Cloud Function — https://medium.com/google-cloud/google-cloud-functions-python-overview-and-data-processing-example-b36ebde5f4fd

As you can see in the above image, our first step will be to publish a message to the pubsub topic. There are many options to do this, suppose you have to capture data from a mobile phone. You can just write a few lines of code that will capture and send data using the pubsub_v1 library. For our implementation, we will write a python script to publish a message to the pubsub topic. We will run that script in the cloud shell.
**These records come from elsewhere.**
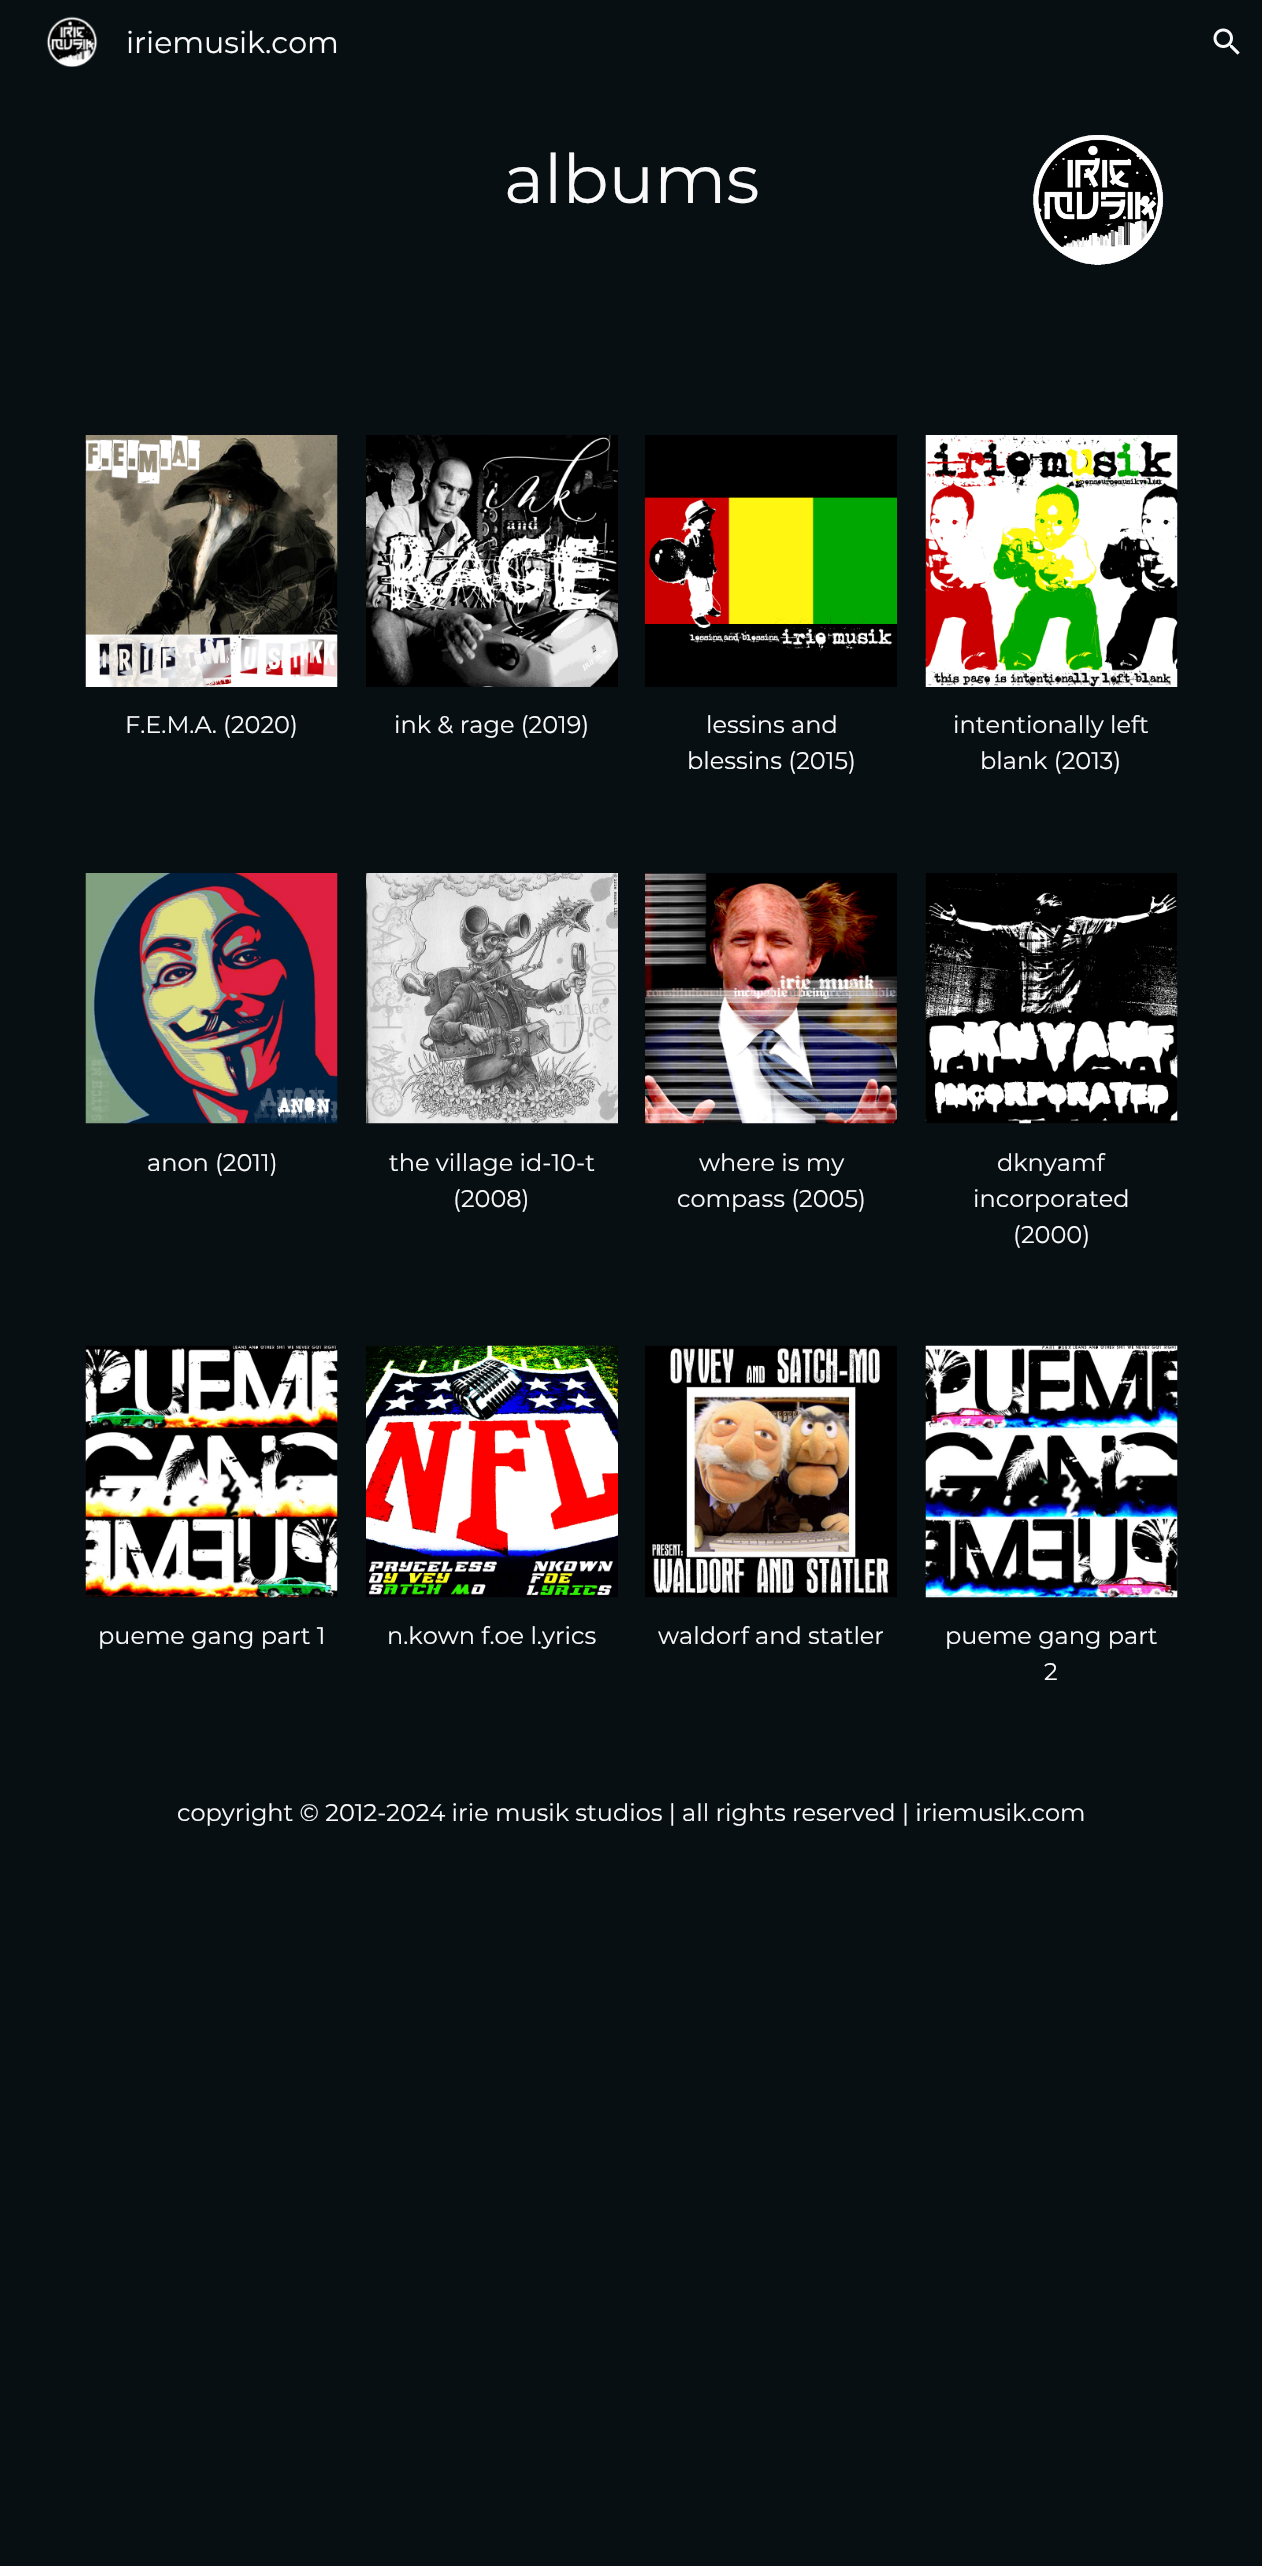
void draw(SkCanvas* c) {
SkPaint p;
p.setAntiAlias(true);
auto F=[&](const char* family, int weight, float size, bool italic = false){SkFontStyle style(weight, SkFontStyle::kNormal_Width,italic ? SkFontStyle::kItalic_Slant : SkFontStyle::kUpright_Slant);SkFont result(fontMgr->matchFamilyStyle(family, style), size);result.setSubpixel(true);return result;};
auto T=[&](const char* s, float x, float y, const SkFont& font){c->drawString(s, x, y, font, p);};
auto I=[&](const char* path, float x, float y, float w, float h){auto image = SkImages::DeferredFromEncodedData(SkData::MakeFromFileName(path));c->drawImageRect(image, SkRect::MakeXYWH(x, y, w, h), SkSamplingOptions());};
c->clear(0xff080f13);
I("1.png",46,16,52,51);
auto f1 = F("Montserrat",400,30);
p.setColor(0xfff9f9f9);
T("iriemusik.com",126,53,f1);
I("2.png",1213,28,27,27);
auto f2 = F("Montserrat",400,68);
T("albums",504,203,f2);
I("3.png",1033,135,131,130);
I("4.png",85,435,253,252);
auto f3 = F("Montserrat",400,24);
T("F.E.M.A. (2020)",125,733,f3);
I("5.png",366,435,252,252);
T("ink & rage (2019)",394,733,f3);
I("6.png",645,435,252,252);
T("lessins and",706,733,f3);
T("blessins (2015)",687,769,f3);
I("7.png",925,435,253,252);
T("intentionally left",953,733,f3);
T("blank (2013)",980,769,f3);
I("8.png",85,873,253,251);
T("anon (2011)",147,1171,f3);
I("9.png",366,873,252,251);
T("the village id-10-t",389,1171,f3);
T("(2008)",453,1207,f3);
I("10.png",645,873,252,251);
T("where is my",699,1171,f3);
T("compass (2005)",677,1207,f3);
I("11.png",925,873,253,251);
T("dknyamf",997,1171,f3);
T("incorporated",973,1207,f3);
T("(2000)",1013,1243,f3);
I("12.png",85,1345,253,253);
T("pueme gang part 1",98,1644,f3);
I("13.png",366,1345,252,253);
T("n.kown f.oe l.yrics",387,1644,f3);
I("14.png",645,1345,252,253);
T("waldorf and statler",658,1644,f3);
I("15.png",925,1345,253,253);
T("pueme gang part",945,1644,f3);
T("2",1044,1680,f3);
T("copyright © 2012-2024 irie musik studios | all rights reserved | iriemusik.com",177,1821,f3);
}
Once the topic gets a message, it forwards that message to its consumer. In our case, it will be a cloud function. The cloud function will be the one to process the data that we have received and write it to the Bigquery Table. We will also write it to the storage, for persisting incoming messages and handling errors that occur. Now you have data in your table, you can analyze and use it for reporting or any other task that you want to achieve.

This is a very simple architecture to handle stream data. Let's get started with the implementation part of it.

Setup

There are a few things we need to do, to start creating this pipeline.
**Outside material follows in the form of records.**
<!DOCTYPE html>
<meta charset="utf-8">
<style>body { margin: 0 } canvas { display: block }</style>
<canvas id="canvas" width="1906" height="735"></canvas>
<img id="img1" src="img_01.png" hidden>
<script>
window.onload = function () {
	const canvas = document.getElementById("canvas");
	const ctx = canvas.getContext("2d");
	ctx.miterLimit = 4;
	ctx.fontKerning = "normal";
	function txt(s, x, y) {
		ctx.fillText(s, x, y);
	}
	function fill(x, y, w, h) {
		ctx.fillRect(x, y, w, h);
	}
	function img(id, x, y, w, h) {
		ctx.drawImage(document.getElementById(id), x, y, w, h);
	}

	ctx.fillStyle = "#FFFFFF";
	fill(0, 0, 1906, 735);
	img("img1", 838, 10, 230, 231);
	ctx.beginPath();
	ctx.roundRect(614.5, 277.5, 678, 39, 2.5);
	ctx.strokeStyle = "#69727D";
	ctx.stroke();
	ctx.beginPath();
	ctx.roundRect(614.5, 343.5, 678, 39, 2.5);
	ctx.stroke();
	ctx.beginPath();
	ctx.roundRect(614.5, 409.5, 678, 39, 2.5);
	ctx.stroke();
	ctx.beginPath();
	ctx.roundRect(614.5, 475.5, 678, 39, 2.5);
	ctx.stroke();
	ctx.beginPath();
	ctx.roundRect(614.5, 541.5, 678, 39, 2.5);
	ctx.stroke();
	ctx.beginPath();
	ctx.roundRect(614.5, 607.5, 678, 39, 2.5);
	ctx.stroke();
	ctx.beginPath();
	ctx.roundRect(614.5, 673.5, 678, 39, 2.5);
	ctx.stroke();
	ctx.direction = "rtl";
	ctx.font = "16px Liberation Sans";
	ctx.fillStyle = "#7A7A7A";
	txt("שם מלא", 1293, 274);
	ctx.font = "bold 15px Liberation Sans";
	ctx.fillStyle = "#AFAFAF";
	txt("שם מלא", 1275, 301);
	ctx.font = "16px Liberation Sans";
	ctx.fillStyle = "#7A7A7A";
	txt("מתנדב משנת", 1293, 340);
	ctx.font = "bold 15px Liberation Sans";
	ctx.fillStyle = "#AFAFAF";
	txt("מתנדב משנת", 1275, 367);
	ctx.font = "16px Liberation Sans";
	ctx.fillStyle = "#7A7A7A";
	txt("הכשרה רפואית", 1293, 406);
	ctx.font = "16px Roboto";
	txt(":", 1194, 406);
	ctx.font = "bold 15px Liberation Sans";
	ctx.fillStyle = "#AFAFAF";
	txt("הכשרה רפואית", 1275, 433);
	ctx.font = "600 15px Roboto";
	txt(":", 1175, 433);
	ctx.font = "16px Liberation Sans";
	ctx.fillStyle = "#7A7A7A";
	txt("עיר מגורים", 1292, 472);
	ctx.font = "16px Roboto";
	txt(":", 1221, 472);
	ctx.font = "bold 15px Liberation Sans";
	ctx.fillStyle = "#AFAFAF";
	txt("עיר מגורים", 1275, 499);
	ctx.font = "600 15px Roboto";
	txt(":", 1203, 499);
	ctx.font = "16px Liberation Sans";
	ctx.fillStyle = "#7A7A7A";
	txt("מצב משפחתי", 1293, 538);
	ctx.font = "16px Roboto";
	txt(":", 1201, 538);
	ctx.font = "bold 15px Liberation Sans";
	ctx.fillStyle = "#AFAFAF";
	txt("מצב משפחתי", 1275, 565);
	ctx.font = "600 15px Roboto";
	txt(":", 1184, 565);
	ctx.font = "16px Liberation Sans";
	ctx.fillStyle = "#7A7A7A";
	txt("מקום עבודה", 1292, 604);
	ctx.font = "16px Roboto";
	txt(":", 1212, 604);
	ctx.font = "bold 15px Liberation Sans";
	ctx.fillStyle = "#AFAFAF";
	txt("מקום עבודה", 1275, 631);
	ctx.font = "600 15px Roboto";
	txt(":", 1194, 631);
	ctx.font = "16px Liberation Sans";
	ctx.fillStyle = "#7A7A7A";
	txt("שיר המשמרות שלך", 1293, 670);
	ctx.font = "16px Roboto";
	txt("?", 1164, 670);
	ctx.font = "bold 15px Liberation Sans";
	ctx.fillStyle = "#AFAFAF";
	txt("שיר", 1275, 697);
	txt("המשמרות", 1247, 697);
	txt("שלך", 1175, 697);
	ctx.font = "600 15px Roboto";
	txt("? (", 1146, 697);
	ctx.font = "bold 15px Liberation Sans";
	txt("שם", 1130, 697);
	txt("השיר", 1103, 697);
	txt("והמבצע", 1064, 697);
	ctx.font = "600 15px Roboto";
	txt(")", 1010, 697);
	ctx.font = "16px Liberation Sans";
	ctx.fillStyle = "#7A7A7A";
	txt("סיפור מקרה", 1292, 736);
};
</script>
Set up a free Google Cloud Account.
Create project.
Enable Pub\Sub API for your project.
Enable Cloud Function and Cloud Build APIs for your project.

A word about Input Data

We will be using the JSON format for data. Since there is a Biquery Streaming API that can write a JSON file directly to Biquery Table. We can also use XML or CSV data. JSON data is used most of the time to make API requests. Publishing a message is like calling a pubsub_v1 library function with data and parameters. That function internally makes an HTTP post request to the topic. As mostly use datasets, we will use employee data.
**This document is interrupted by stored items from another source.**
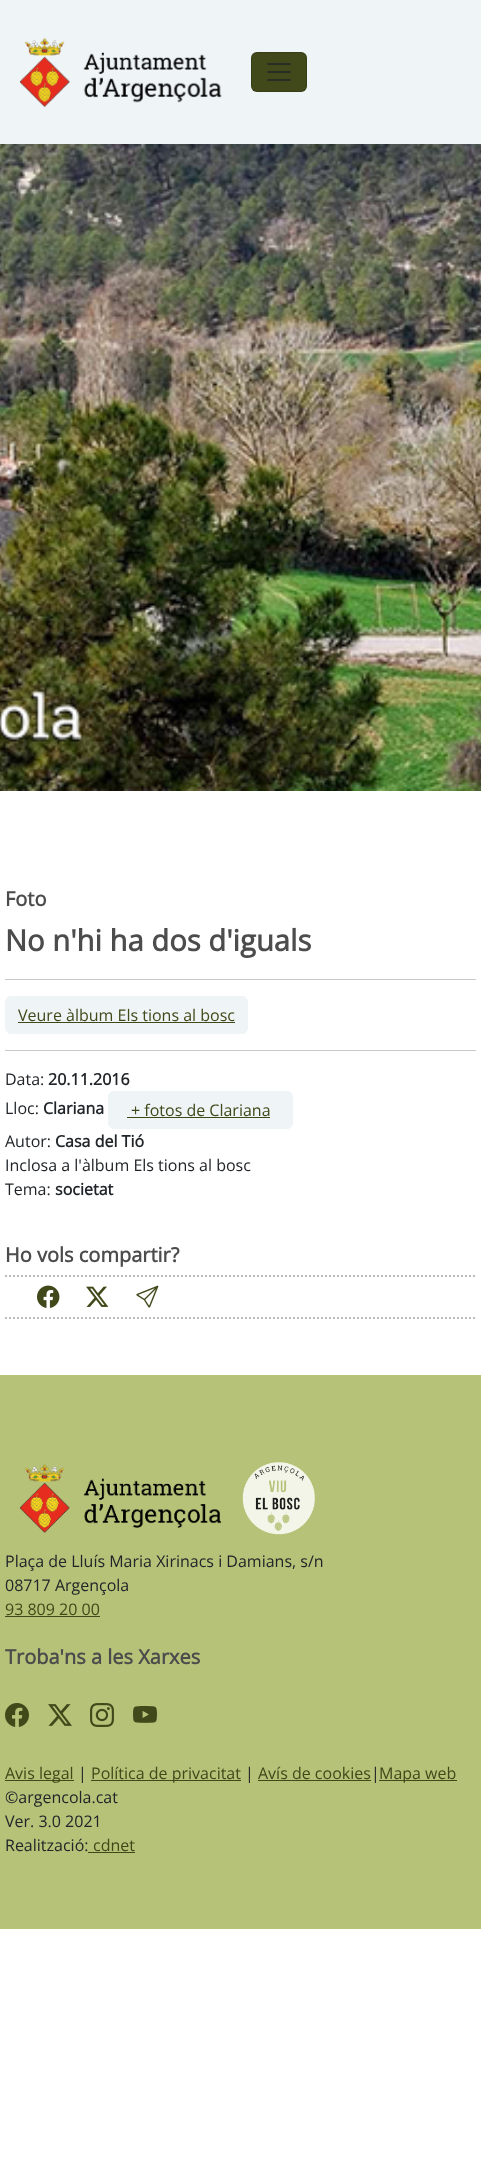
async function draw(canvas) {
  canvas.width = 481
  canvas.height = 2157
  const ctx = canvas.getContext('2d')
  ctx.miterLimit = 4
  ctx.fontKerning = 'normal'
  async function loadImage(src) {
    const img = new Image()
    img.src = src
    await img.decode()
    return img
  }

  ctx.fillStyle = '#fff'
  ctx.fillRect(0, 0, 481, 2157)
  ctx.fillStyle = '#eff4f7'
  ctx.fillRect(0, 0, 481, 144)
  ctx.drawImage(await loadImage('image0.png'), 19, 37, 203, 71)
  ctx.fillStyle = '#41491a'
  ctx.beginPath()
  ctx.roundRect(251, 52, 56, 40, 6)
  ctx.fill()
  ctx.beginPath()
  ctx.roundRect(251.5, 52.5, 55, 39, 5.5)
  ctx.strokeStyle = '#00000026'
  ctx.stroke()
  ctx.drawImage(await loadImage('image1.png'), 267, 63, 24, 18)
  ctx.drawImage(await loadImage('image2.png'), 0, 144, 481, 647)
  ctx.font = 'bold 20px Open Sans'
  ctx.fillStyle = '#4c4c4c'
  ctx.fillText('Foto', 5, 906)
  ctx.font = 'bold 29.25px Open Sans'
  ctx.fillText('No n\'hi ha dos d\'iguals', 5, 951)
  ctx.fillStyle = '#c8c9ca'
  ctx.fillRect(5, 979, 471, 1)
  ctx.fillStyle = '#eff4f7'
  ctx.beginPath()
  ctx.roundRect(5.5, 996.5, 242, 37, 5.5)
  ctx.fill()
  ctx.strokeStyle = '#eff4f7'
  ctx.stroke()
  ctx.font = '16px Open Sans'
  ctx.fillStyle = '#41491a'
  ctx.fillText('Veure àlbum Els tions al bosc', 18, 1021)
  ctx.fillRect(18, 1022, 217, 1)
  ctx.fillStyle = '#c8c9ca'
  ctx.fillRect(5, 1050, 471, 1)
  ctx.fillStyle = '#212529'
  ctx.fillText('Data:', 5, 1085)
  ctx.font = 'bold 16px Open Sans'
  ctx.fillText('20.11.2016', 48, 1085)
  ctx.font = '16px Open Sans'
  ctx.fillText('Lloc:', 5, 1114)
  ctx.font = 'bold 16px Open Sans'
  ctx.fillText('Clariana', 43, 1114)
  ctx.fillStyle = '#eff4f7'
  ctx.beginPath()
  ctx.roundRect(108.5, 1091.5, 184, 37, 5.5)
  ctx.fill()
  ctx.stroke()
  ctx.font = '16px Open Sans'
  ctx.fillStyle = '#41491a'
  ctx.fillText('+ fotos de Clariana', 131, 1116)
  ctx.fillRect(127, 1117, 143, 1)
  ctx.fillStyle = '#212529'
  ctx.fillText('Autor:', 5, 1147)
  ctx.font = 'bold 16px Open Sans'
  ctx.fillText('Casa del Tió', 55, 1147)
  ctx.font = '16px Open Sans'
  ctx.fillText('Inclosa a l\'àlbum Els tions al bosc', 5, 1171)
  ctx.fillText('Tema:', 5, 1195)
  ctx.font = 'bold 16px Open Sans'
  ctx.fillText('societat', 55, 1195)
  ctx.font = 'bold 20px Open Sans'
  ctx.fillStyle = '#4c4c4c'
  ctx.fillText('Ho vols compartir?', 5, 1262)
  ctx.beginPath()
  ctx.moveTo(5, 1276)
  ctx.lineTo(476, 1276)
  ctx.strokeStyle = '#bcbcbc'
  ctx.lineWidth = 2
  ctx.setLineDash([2, 2])
  ctx.stroke()
  ctx.beginPath()
  ctx.moveTo(5, 1318)
  ctx.lineTo(476, 1318)
  ctx.stroke()
  ctx.drawImage(await loadImage('image3.png'), 37, 1285, 23, 23)
  ctx.drawImage(await loadImage('image4.png'), 86, 1286, 23, 21)
  ctx.drawImage(await loadImage('image5.png'), 136, 1285, 23, 23)
  ctx.fillStyle = '#b6c278'
  ctx.fillRect(0, 1375, 481, 554)
  ctx.drawImage(await loadImage('image6.png'), 19, 1464, 202, 69)
  ctx.drawImage(await loadImage('image7.png'), 242, 1462, 73, 73)
  ctx.font = '16px Open Sans'
  ctx.fillStyle = '#212529'
  ctx.fillText('Plaça de Lluís Maria Xirinacs i Damians, s/n', 5, 1567)
  ctx.fillText('08717 Argençola', 5, 1591)
  ctx.fillStyle = '#41491a'
  ctx.fillText('93 809 20 00', 5, 1615)
  ctx.fillRect(5, 1616, 95, 1)
  ctx.font = 'bold 20px Open Sans'
  ctx.fillStyle = '#4c4c4c'
  ctx.fillText('Troba\'ns a les Xarxes', 5, 1664)
  ctx.drawImage(await loadImage('image8.png'), 5, 1703, 24, 24)
  ctx.drawImage(await loadImage('image9.png'), 48, 1704, 24, 22)
  ctx.drawImage(await loadImage('image10.png'), 90, 1703, 24, 24)
  ctx.drawImage(await loadImage('image11.png'), 133, 1705, 24, 18)
  ctx.fillStyle = '#41491a'
  ctx.fillRect(5, 1780, 69, 1)
  ctx.font = '16px Open Sans'
  ctx.fillText('Avis legal', 5, 1779)
  ctx.fillStyle = '#212529'
  ctx.fillText('|', 78, 1779)
  ctx.fillStyle = '#41491a'
  ctx.fillRect(91, 1780, 150, 1)
  ctx.fillText('Política de privacitat', 91, 1779)
  ctx.fillStyle = '#212529'
  ctx.fillText('|', 245, 1779)
  ctx.fillStyle = '#41491a'
  ctx.fillText('Avís de cookies', 258, 1779)
  ctx.fillRect(258, 1780, 113, 1)
  ctx.fillStyle = '#212529'
  ctx.fillText('|', 371, 1779)
  ctx.fillStyle = '#41491a'
  ctx.fillRect(379, 1780, 78, 1)
  ctx.fillText('Mapa web', 379, 1779)
  ctx.fillStyle = '#212529'
  ctx.fillText('©argencola.cat', 5, 1803)
  ctx.fillText('Ver. 3.0 2021', 5, 1827)
  ctx.fillText('Realització:', 5, 1851)
  ctx.fillStyle = '#41491a'
  ctx.fillText('cdnet', 93, 1851)
  ctx.fillRect(88, 1852, 47, 1)
}

draw(document.querySelector('canvas'))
Publishing message to Pub\Sub topic

First, we need to create a pubsub topic. Once you have enabled pubsub API, creating a topic requires only 2 steps.

Go to the pubsub homepage.
Click on create PUB\SUB topic.
Give a name to your topic. Encryption — Google Managed Key. Click on create a topic.

It’s done, we can now publish messages to pubsub topic.

Pic. Publisher.py code

Partition Table in Bigquery

The partition table in bigquery is a special table that is divided into segments called partitions, that make it easier to manage and query data. By dividing a large table into smaller partitions, you can improve query performance, and you can control costs by reducing the number of bytes read by a query.

You can partition BigQuery tables by:

Ingestion Time— Tables are partitioned based on the data’s ingestion (load) time or arrival time.
Date/Timestamp/Datetime — Tables are partitioned based on a TIMESTAMP, DATE, or DATETIME column.
Integer Range — Tables are partitioned based on an integer column.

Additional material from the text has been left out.